▶ _TASK GOAL_
If a line in the records below contains the word "graph", return that line.

[Source records]
Content starts
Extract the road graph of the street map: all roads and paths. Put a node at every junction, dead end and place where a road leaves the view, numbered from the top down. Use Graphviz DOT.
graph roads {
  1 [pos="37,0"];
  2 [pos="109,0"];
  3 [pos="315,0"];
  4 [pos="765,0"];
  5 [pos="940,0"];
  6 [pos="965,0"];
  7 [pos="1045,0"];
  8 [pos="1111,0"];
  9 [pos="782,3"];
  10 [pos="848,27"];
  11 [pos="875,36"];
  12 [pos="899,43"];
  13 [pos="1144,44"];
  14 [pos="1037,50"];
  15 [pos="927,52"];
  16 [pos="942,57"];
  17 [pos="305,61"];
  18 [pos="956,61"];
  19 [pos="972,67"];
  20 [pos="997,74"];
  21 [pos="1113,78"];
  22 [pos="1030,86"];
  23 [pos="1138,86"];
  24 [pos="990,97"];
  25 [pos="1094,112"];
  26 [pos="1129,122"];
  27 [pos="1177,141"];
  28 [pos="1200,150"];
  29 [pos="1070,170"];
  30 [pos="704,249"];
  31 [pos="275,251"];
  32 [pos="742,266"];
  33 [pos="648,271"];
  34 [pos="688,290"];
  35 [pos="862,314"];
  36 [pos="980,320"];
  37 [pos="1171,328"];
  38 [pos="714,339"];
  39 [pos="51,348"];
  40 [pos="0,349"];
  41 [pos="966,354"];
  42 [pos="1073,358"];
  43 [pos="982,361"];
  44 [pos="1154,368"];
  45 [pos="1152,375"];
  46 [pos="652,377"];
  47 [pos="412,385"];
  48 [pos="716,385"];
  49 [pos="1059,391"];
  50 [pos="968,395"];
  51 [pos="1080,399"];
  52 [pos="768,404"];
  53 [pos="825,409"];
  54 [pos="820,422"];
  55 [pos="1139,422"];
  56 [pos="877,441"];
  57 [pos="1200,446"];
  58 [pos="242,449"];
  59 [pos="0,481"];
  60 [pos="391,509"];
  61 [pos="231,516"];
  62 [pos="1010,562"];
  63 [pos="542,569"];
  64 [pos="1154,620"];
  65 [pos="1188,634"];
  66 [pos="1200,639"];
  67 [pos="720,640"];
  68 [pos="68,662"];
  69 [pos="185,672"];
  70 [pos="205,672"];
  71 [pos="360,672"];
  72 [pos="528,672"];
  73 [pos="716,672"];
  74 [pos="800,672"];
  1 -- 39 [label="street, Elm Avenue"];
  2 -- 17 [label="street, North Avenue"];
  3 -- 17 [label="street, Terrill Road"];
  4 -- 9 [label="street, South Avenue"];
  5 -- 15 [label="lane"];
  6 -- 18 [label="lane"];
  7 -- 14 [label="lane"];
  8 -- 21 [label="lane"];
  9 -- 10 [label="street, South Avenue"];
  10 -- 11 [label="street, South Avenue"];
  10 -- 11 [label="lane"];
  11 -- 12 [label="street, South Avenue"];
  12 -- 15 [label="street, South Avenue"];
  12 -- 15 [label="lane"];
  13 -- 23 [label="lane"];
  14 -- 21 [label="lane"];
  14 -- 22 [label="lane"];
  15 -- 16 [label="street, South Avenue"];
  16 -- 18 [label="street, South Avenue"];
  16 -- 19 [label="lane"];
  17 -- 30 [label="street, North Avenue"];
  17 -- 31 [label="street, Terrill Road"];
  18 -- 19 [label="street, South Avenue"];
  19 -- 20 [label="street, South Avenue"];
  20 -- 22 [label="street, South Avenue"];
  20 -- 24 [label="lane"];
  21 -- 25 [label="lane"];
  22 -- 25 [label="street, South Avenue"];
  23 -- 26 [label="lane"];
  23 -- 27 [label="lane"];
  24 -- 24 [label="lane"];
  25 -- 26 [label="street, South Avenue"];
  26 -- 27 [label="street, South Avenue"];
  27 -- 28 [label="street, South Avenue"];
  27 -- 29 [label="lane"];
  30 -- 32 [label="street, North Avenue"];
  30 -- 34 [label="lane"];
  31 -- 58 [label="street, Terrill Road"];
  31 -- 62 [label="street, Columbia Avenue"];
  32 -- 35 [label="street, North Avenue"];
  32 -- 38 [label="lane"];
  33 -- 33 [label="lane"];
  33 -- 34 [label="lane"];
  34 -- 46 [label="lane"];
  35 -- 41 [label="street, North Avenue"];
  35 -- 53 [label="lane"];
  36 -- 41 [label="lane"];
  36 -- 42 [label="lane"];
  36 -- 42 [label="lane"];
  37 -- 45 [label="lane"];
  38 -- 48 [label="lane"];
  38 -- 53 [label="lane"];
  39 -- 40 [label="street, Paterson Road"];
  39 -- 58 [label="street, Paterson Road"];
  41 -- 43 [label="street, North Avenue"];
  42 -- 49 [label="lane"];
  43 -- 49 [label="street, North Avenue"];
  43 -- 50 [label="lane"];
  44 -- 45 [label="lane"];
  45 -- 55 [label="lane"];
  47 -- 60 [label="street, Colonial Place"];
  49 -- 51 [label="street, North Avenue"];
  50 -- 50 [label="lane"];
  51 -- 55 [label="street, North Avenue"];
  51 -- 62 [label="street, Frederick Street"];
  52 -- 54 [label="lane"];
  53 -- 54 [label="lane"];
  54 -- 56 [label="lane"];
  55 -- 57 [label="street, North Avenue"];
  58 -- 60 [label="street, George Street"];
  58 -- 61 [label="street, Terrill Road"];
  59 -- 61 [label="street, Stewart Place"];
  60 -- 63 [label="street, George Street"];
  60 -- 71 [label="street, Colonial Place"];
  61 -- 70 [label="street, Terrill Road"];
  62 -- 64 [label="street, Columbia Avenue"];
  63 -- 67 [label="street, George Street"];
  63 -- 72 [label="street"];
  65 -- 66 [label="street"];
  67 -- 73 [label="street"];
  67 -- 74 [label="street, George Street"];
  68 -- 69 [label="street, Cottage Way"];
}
Content ends
▶ _SOLUTION BELOW_
Extract the road graph of the street map: all roads and paths. Put a node at every junction, dead end and place where a road leaves the view, numbered from the top down. Use Graphviz DOT.
graph roads {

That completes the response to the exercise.